3. Enlist Some Help From Friends
Talk to your intended's friends too. Ask about what he or she might like in a ring. Sometimes, it even makes sense to take a friend browsing at the jewelry store to help choose the best setting and stone.
4. Decide on a Metal and Setting
Whether you're buying the ring online or shopping at a store, you should choose a setting you know your future fiance will love. The metal and setting are a big part of the overall engagement ring design, and they can also affect your budget. Keep these tips in mind:
- Unless you know there's a preference for a certain metal, choose something that will match other jewelry - especially things he or she wears all the time. There are lots of options, including yellow gold, white gold, rose gold, platinum, and even modern choices like titanium.
- When choosing a metal, keep your budget in mind. A platinum setting can use a lot of your ring-buying dollars and leave less to spend on the stone.
- Learn about the different styles of engagement ring settings to decide which one will be best. If the person who will be wearing it is practical and likes things uncomplicated, a contemporary setting might be best. Others will prefer vintage or antique styles.

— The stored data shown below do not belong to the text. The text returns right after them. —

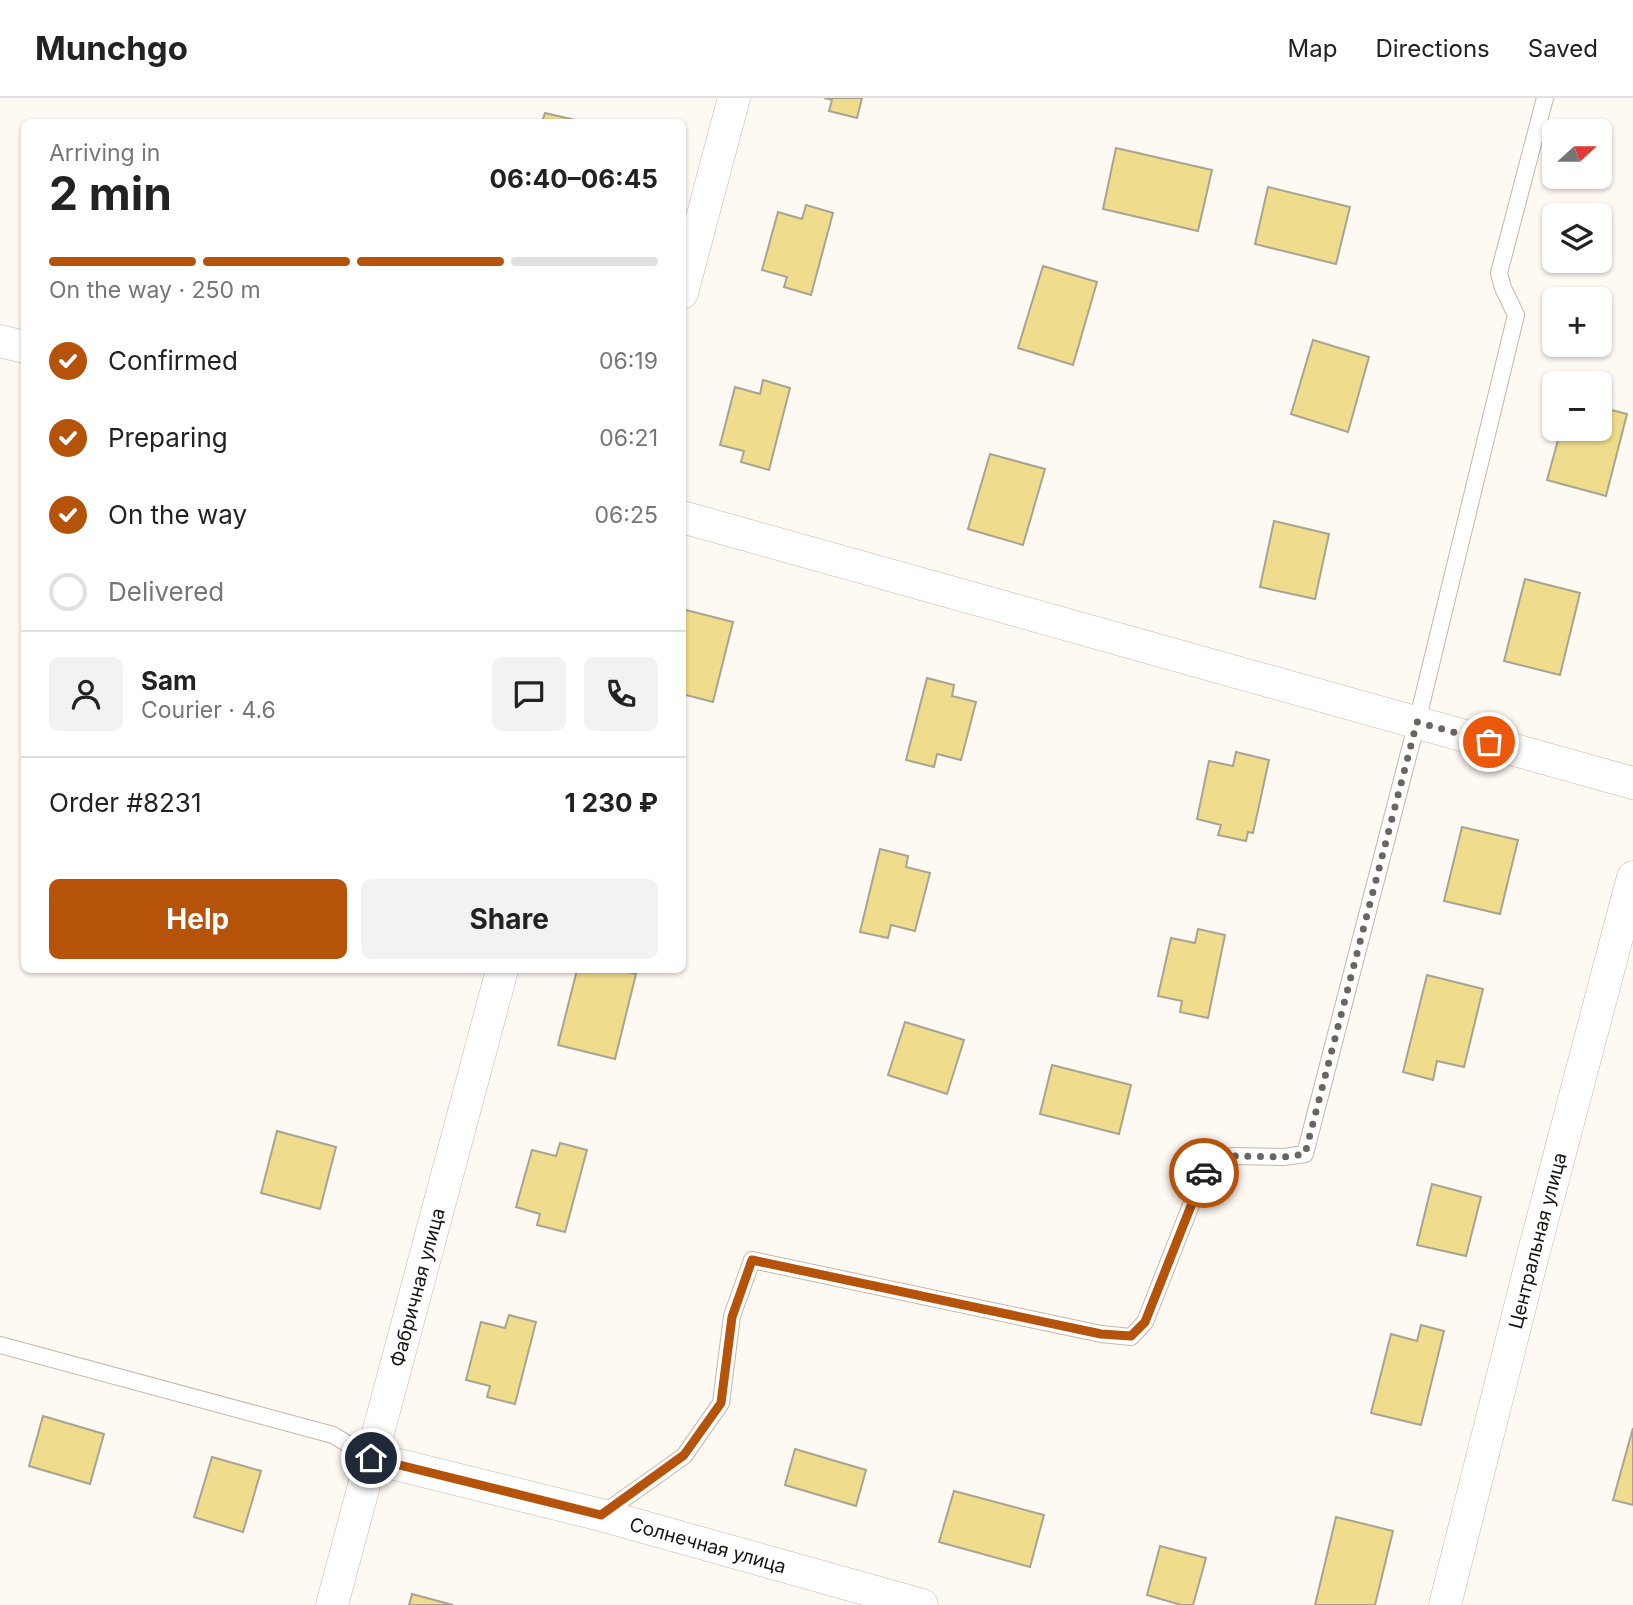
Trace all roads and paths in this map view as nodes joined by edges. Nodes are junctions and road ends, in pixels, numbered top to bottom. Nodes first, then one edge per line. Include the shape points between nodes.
1 (734, 98) edge
2 (1545, 98) edge
3 (686, 278) edge
4 (0, 341) edge
5 (21, 346) edge
6 (686, 518) edge
7 (1417, 722) junction
8 (1633, 783) edge
9 (1633, 877) edge
10 (501, 973) edge
11 (0, 1345) edge
12 (371, 1458) junction
13 (601, 1515) junction
14 (332, 1605) edge
15 (922, 1605) edge
16 (1445, 1605) edge

1 - 3 street
2 - 7 lane via 1499,273 1516,315
4 - 5 street
6 - 7 street
7 - 8 street
7 - 13 lane via 1305,1154 1232,1156 1206,1167 1145,1322 1131,1336 1101,1334 752,1260 732,1317 721,1403 684,1455
9 - 16 street, Центральная улица
10 - 12 street, Фабричная улица
11 - 12 lane via 333,1434
12 - 13 street, Солнечная улица
12 - 14 street, Фабричная улица
13 - 15 street, Солнечная улица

5. Educate Yourself About Gems
If you know your future fiance wants a diamond, take some time to read up on the four Cs: color, cut, clarity, and carat. These affect the cost of the diamond, as well as its size and appearance. If you think a non-diamond engagement ring might be a better option, learn about the properties that affect the practicality and cost of other gems such as sapphires, rubies, emeralds, and opals.
6. Decide Where You Want to Buy
You can buy a ring online from a virtual jewelry store, or you can choose a local jeweler to help. Each option has advantages and disadvantages:
- Buying a ring online gives you the ultimate selection. You can choose from thousands of different designs and gems.

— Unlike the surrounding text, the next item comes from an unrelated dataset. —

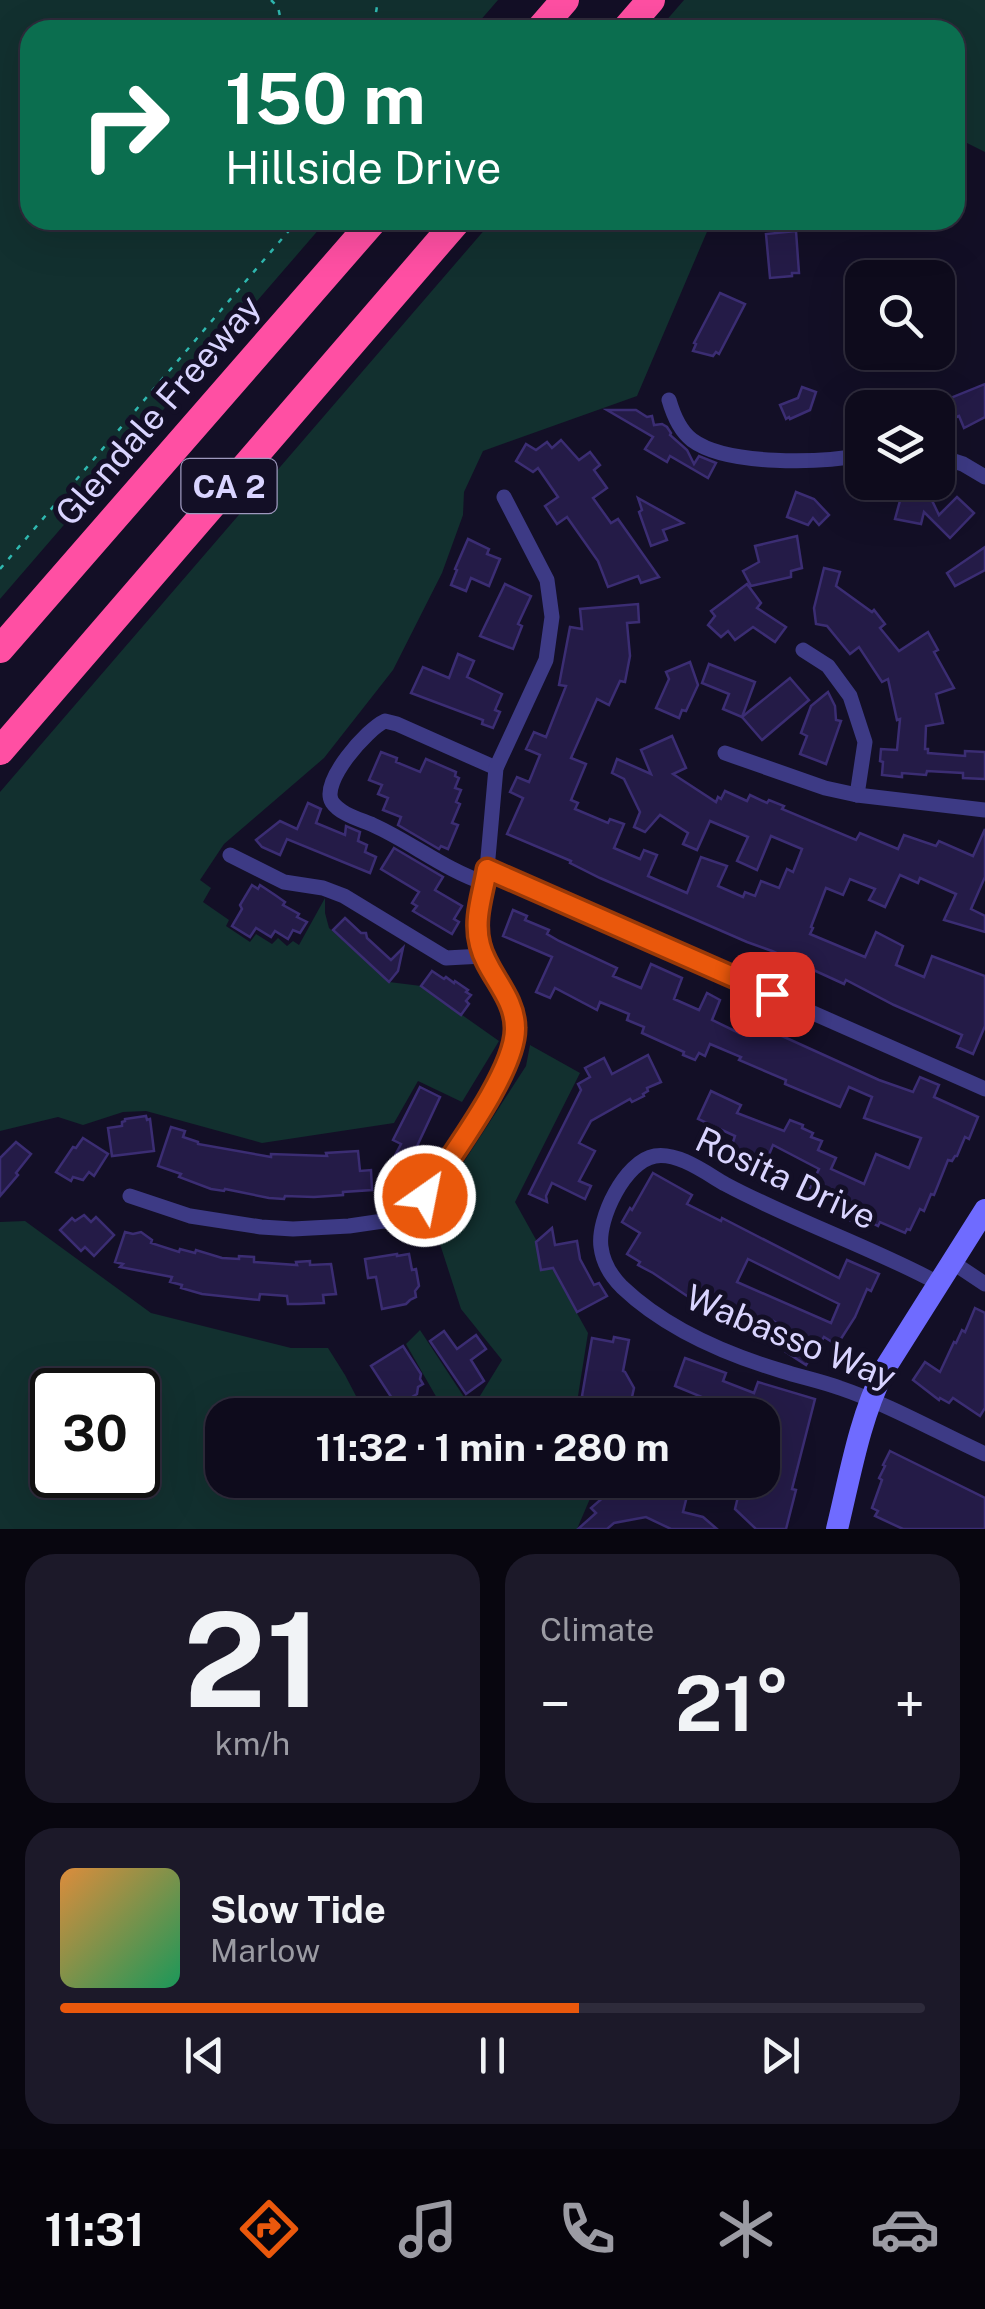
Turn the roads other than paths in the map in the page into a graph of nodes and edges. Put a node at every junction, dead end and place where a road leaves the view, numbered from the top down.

- It's easier to comparison shop online, which means you can make your ring-buying budget stretch a little farther.
- It can be unnerving to make such a big purchase without actually seeing the ring in person, so sometimes, it's better to go with a local jeweler.
- You can get the ring re-sized and cleaned at a local jeweler, as well as having it serviced yearly to ensure the prongs are tight and everything is in good shape.
- If you buy at a local jeweler, you're supporting local people and businesses.
- If you want a more exotic choice, such as an engraved band or an antique ring, you'll have better choices on the internet.
7. Get It Appraised and Insured
Once you've purchased the perfect ring, your job isn't quite done. You should get it appraised and insured. That way, if something happens to it or it gets lost, you'll be covered.
A Ring That Will Sparkle for Decades
Shopping for an engagement ring can feel overwhelming, but if you break it down into smaller tasks, it's no different from any other big purchase. Take your time and do your research, and you'll end up with a ring that will sparkle on your beloved's finger for decades to come.